*Problem requirements*: Where the word "double" occurs in a line of the listing, please copy the line.

*Data*:
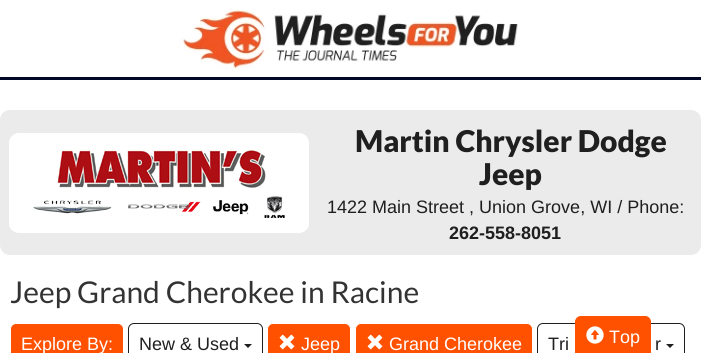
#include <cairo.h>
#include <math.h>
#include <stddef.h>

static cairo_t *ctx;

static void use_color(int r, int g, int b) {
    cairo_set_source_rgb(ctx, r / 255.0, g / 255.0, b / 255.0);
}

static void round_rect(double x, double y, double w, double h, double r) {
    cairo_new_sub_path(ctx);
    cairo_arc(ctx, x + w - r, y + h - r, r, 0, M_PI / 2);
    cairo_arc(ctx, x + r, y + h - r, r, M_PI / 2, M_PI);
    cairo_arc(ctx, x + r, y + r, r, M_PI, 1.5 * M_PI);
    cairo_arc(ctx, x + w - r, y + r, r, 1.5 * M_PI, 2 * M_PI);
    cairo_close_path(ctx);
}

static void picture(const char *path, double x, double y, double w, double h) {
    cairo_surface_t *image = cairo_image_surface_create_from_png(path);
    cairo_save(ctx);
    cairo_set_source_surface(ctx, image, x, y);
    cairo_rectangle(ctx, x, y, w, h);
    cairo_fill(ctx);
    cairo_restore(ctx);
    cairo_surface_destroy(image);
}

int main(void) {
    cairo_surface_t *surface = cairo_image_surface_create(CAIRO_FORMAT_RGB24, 701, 353);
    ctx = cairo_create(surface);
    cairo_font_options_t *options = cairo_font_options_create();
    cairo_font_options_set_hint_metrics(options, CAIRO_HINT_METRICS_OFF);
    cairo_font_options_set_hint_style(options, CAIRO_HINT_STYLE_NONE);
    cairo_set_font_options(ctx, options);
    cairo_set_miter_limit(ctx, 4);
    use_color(255, 255, 255);
    cairo_paint(ctx);
    use_color(1, 7, 39);
    cairo_rectangle(ctx, 0, 77, 701, 3);
    cairo_fill(ctx);
    picture("img1.png", 177, 9, 341, 60);
    use_color(235, 235, 235);
    round_rect(0, 110, 701, 145, 10);
    cairo_fill(ctx);
    use_color(255, 255, 255);
    round_rect(9, 133, 300, 100, 10);
    cairo_fill(ctx);
    picture("img2.png", 9, 149, 300, 81);
    cairo_select_font_face(ctx, "Lato Black", CAIRO_FONT_SLANT_NORMAL, CAIRO_FONT_WEIGHT_NORMAL);
    cairo_set_font_size(ctx, 30);
    use_color(31, 31, 31);
    cairo_move_to(ctx, 355, 152);
    cairo_show_text(ctx, "Martin Chrysler Dodge");
    cairo_move_to(ctx, 479, 185);
    cairo_show_text(ctx, "Jeep");
    cairo_select_font_face(ctx, "Liberation Sans", CAIRO_FONT_SLANT_NORMAL, CAIRO_FONT_WEIGHT_NORMAL);
    cairo_set_font_size(ctx, 18);
    cairo_move_to(ctx, 327, 213);
    cairo_show_text(ctx, "1422 Main Street , Union Grove, WI / Phone:");
    cairo_select_font_face(ctx, "Liberation Sans", CAIRO_FONT_SLANT_NORMAL, CAIRO_FONT_WEIGHT_BOLD);
    cairo_move_to(ctx, 449, 239);
    cairo_show_text(ctx, "262-558-8051");
    cairo_select_font_face(ctx, "Lato", CAIRO_FONT_SLANT_NORMAL, CAIRO_FONT_WEIGHT_NORMAL);
    cairo_set_font_size(ctx, 30);
    use_color(51, 51, 51);
    cairo_move_to(ctx, 10, 303);
    cairo_show_text(ctx, "Jeep Grand Cherokee in Racine");
    use_color(255, 81, 0);
    round_rect(10.5, 323.5, 113, 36, 5.5);
    cairo_fill_preserve(ctx);
    use_color(255, 255, 255);
    cairo_set_line_width(ctx, 1);
    cairo_stroke(ctx);
    cairo_select_font_face(ctx, "Liberation Sans", CAIRO_FONT_SLANT_NORMAL, CAIRO_FONT_WEIGHT_NORMAL);
    cairo_set_font_size(ctx, 18);
    cairo_move_to(ctx, 21, 350);
    cairo_show_text(ctx, "Explore By:");
    round_rect(128.5, 323.5, 134, 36, 5.5);
    use_color(31, 31, 31);
    cairo_stroke(ctx);
    cairo_move_to(ctx, 139, 350);
    cairo_show_text(ctx, "New & Used");
    cairo_new_path(ctx);
    cairo_move_to(ctx, 244, 344);
    cairo_line_to(ctx, 252, 344);
    cairo_line_to(ctx, 248, 348);
    cairo_close_path(ctx);
    cairo_fill(ctx);
    use_color(255, 81, 0);
    round_rect(267.5, 323.5, 83, 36, 5.5);
    cairo_fill_preserve(ctx);
    use_color(255, 255, 255);
    cairo_stroke(ctx);
    picture("img3.png", 279, 334, 16, 16);
    cairo_move_to(ctx, 301, 350);
    cairo_show_text(ctx, "Jeep");
    use_color(255, 81, 0);
    round_rect(355.5, 323.5, 177, 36, 5.5);
    cairo_fill_preserve(ctx);
    use_color(255, 255, 255);
    cairo_stroke(ctx);
    picture("img3.png", 367, 334, 16, 16);
    cairo_move_to(ctx, 389, 350);
    cairo_show_text(ctx, "Grand Cherokee");
    round_rect(537.5, 323.5, 70, 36, 5.5);
    use_color(31, 31, 31);
    cairo_stroke(ctx);
    cairo_move_to(ctx, 548, 350);
    cairo_show_text(ctx, "Tri");
    round_rect(612.5, 323.5, 72, 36, 5.5);
    cairo_stroke(ctx);
    cairo_move_to(ctx, 655, 350);
    cairo_show_text(ctx, "r");
    cairo_new_path(ctx);
    cairo_move_to(ctx, 666, 344);
    cairo_line_to(ctx, 674, 344);
    cairo_line_to(ctx, 670, 348);
    cairo_close_path(ctx);
    cairo_fill(ctx);
    use_color(255, 81, 0);
    round_rect(575.5, 316.5, 75, 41, 5.5);
    cairo_fill_preserve(ctx);
    cairo_stroke(ctx);
    picture("img4.png", 586, 326, 18, 18);
    use_color(255, 255, 255);
    cairo_move_to(ctx, 609, 343);
    cairo_show_text(ctx, "Top");
    cairo_surface_write_to_png(surface, "result.png");
    cairo_font_options_destroy(options);
    cairo_destroy(ctx);
    cairo_surface_destroy(surface);
    return 0;
}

*Answer to the exercise*:
static void round_rect(double x, double y, double w, double h, double r) {
static void picture(const char *path, double x, double y, double w, double h) {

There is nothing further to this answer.